AIM OF THE EXERCISE → The data follows. Retype every entry exactly.

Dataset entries
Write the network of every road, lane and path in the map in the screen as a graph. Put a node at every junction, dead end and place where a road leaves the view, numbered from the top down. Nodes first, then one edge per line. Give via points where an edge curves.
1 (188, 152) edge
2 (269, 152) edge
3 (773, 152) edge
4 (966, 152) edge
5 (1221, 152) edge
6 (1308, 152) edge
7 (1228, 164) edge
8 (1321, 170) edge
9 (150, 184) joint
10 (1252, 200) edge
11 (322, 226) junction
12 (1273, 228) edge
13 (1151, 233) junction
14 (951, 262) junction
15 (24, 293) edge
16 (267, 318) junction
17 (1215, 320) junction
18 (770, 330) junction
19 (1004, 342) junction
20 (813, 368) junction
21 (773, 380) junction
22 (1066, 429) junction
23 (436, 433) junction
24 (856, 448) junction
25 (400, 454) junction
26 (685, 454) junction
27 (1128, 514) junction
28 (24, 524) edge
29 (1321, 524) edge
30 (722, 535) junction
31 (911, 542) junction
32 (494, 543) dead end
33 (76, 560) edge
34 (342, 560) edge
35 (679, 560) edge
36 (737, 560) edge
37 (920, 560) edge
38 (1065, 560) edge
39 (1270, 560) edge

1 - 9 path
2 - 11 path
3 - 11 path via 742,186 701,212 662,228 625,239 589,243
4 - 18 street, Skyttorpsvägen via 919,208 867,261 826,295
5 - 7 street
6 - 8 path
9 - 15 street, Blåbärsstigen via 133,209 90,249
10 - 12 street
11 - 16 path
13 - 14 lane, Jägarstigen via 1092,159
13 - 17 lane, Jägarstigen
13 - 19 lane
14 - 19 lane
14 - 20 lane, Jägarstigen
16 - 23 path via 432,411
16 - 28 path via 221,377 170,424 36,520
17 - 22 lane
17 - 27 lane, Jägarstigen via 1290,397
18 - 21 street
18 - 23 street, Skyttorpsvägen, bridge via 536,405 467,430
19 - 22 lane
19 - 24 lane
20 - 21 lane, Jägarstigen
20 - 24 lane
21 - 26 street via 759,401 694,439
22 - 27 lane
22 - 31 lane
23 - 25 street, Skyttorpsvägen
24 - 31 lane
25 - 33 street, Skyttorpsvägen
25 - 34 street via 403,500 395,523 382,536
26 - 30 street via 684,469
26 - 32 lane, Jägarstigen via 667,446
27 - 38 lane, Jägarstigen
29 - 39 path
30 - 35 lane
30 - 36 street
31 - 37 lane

THE ANSWER →
Write the network of every road, lane and path in the map in the screen as a graph. Put a node at every junction, dead end and place where a road leaves the view, numbered from the top down. Nodes first, then one edge per line. Give via points where an edge curves.
1 (188, 152) edge
2 (269, 152) edge
3 (773, 152) edge
4 (966, 152) edge
5 (1221, 152) edge
6 (1308, 152) edge
7 (1228, 164) edge
8 (1321, 170) edge
9 (150, 184) joint
10 (1252, 200) edge
11 (322, 226) junction
12 (1273, 228) edge
13 (1151, 233) junction
14 (951, 262) junction
15 (24, 293) edge
16 (267, 318) junction
17 (1215, 320) junction
18 (770, 330) junction
19 (1004, 342) junction
20 (813, 368) junction
21 (773, 380) junction
22 (1066, 429) junction
23 (436, 433) junction
24 (856, 448) junction
25 (400, 454) junction
26 (685, 454) junction
27 (1128, 514) junction
28 (24, 524) edge
29 (1321, 524) edge
30 (722, 535) junction
31 (911, 542) junction
32 (494, 543) dead end
33 (76, 560) edge
34 (342, 560) edge
35 (679, 560) edge
36 (737, 560) edge
37 (920, 560) edge
38 (1065, 560) edge
39 (1270, 560) edge

1 - 9 path
2 - 11 path
3 - 11 path via 742,186 701,212 662,228 625,239 589,243
4 - 18 street, Skyttorpsvägen via 919,208 867,261 826,295
5 - 7 street
6 - 8 path
9 - 15 street, Blåbärsstigen via 133,209 90,249
10 - 12 street
11 - 16 path
13 - 14 lane, Jägarstigen via 1092,159
13 - 17 lane, Jägarstigen
13 - 19 lane
14 - 19 lane
14 - 20 lane, Jägarstigen
16 - 23 path via 432,411
16 - 28 path via 221,377 170,424 36,520
17 - 22 lane
17 - 27 lane, Jägarstigen via 1290,397
18 - 21 street
18 - 23 street, Skyttorpsvägen, bridge via 536,405 467,430
19 - 22 lane
19 - 24 lane
20 - 21 lane, Jägarstigen
20 - 24 lane
21 - 26 street via 759,401 694,439
22 - 27 lane
22 - 31 lane
23 - 25 street, Skyttorpsvägen
24 - 31 lane
25 - 33 street, Skyttorpsvägen
25 - 34 street via 403,500 395,523 382,536
26 - 30 street via 684,469
26 - 32 lane, Jägarstigen via 667,446
27 - 38 lane, Jägarstigen
29 - 39 path
30 - 35 lane
30 - 36 street
31 - 37 lane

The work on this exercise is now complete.